In the listing below, find each line that holds "down" and list it.

▸ Records supplied:
*****

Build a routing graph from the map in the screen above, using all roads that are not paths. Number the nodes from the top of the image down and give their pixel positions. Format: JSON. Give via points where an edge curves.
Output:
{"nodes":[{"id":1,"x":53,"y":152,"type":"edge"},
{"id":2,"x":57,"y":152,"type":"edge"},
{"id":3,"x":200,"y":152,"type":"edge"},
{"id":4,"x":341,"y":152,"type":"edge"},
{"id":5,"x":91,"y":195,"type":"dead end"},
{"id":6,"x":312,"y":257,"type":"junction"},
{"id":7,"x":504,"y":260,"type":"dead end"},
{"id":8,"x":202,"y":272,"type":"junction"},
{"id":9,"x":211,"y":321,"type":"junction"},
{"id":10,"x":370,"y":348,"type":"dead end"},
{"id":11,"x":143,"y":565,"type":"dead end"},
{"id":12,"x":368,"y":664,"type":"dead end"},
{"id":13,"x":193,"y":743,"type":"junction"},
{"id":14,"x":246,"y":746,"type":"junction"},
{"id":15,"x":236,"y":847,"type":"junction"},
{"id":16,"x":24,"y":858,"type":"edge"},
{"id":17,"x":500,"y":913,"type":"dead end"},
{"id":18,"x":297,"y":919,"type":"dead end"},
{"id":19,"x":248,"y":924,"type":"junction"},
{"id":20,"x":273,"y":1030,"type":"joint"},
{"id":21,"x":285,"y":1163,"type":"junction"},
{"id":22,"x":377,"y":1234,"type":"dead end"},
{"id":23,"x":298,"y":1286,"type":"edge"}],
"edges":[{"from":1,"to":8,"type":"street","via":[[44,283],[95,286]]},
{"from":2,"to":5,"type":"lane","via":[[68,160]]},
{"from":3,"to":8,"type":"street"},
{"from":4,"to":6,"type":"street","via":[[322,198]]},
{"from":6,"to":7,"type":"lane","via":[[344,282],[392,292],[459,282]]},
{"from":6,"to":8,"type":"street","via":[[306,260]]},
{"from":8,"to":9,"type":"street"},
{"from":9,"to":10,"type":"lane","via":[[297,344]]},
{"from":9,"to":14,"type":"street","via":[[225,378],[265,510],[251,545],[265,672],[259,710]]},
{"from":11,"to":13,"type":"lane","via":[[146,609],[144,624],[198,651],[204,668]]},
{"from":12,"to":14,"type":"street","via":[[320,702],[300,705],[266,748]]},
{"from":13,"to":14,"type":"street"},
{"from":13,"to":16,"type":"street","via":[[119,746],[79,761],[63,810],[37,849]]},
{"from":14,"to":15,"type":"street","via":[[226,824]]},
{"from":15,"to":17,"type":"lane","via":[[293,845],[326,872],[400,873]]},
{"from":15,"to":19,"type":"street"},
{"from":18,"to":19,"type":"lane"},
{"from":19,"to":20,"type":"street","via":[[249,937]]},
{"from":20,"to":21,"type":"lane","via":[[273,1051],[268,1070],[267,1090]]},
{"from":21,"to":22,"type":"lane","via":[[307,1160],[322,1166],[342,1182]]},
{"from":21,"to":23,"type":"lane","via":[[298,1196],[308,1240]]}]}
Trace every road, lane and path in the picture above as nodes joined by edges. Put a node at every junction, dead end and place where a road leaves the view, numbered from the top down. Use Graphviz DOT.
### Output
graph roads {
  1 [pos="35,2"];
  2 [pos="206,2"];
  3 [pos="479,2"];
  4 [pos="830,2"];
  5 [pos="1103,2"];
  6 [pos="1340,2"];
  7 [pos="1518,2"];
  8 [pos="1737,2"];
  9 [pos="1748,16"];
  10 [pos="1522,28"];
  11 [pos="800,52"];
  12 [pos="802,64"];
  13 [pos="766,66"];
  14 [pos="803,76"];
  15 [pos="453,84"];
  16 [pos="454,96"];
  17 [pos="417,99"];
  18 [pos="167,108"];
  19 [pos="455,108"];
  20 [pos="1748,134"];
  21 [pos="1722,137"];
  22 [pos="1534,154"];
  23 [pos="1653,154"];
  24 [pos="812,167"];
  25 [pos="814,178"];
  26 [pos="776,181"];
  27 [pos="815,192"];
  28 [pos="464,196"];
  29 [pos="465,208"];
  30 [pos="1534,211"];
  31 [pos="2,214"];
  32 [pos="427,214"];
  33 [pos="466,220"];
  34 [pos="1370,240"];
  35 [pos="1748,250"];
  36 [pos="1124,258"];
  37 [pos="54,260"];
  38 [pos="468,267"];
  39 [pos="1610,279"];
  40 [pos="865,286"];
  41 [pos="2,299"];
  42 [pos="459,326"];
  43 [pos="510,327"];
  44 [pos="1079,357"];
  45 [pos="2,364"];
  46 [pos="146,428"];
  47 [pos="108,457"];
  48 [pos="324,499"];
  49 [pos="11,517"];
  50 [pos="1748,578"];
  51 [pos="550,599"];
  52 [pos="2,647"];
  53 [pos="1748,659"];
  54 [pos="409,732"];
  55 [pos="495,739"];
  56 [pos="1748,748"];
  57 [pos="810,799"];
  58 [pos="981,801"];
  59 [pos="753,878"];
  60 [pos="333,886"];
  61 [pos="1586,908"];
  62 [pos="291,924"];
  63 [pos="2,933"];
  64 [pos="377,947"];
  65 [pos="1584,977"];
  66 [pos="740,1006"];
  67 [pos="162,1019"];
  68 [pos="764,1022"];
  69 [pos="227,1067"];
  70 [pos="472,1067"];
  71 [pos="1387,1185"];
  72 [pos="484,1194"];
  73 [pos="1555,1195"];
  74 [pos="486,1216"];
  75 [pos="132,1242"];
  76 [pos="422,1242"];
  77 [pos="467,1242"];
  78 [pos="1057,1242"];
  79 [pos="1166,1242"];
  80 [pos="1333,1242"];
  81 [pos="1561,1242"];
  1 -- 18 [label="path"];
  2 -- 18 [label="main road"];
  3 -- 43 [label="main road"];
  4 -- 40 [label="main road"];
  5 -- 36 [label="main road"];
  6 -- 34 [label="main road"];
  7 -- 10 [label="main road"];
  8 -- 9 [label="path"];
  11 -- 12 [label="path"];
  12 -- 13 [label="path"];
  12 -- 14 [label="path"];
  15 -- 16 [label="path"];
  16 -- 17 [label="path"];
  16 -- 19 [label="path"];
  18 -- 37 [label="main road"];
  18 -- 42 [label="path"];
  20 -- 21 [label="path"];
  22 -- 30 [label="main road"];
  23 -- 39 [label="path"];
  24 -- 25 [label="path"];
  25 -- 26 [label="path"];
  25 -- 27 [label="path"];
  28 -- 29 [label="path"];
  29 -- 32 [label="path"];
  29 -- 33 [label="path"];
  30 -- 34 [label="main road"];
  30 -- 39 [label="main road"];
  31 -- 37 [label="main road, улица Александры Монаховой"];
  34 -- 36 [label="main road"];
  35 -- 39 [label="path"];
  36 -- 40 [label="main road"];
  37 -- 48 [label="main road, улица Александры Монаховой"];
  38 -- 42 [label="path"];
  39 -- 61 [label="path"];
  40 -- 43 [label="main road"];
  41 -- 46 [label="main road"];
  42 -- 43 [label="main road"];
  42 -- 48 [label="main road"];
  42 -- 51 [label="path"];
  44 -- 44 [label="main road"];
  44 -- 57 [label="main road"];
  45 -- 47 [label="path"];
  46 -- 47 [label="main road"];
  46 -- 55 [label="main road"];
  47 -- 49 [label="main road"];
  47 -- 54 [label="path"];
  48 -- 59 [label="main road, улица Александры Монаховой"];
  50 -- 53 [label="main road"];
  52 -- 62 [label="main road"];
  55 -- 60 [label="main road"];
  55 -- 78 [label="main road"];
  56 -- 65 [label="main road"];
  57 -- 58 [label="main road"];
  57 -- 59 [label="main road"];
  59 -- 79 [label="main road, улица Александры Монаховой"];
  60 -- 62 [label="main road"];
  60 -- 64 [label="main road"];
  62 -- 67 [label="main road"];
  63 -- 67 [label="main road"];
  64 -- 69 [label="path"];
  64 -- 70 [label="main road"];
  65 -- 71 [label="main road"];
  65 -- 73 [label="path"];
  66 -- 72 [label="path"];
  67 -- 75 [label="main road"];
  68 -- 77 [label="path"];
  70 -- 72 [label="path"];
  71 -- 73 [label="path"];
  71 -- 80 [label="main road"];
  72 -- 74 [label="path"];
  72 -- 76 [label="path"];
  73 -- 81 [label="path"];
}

*****

▸ Task result:
Build a routing graph from the map in the screen above, using all roads that are not paths. Number the nodes from the top of the image down and give their pixel positions. Format: JSON. Give via points where an edge curves.
Trace every road, lane and path in the picture above as nodes joined by edges. Put a node at every junction, dead end and place where a road leaves the view, numbered from the top down. Use Graphviz DOT.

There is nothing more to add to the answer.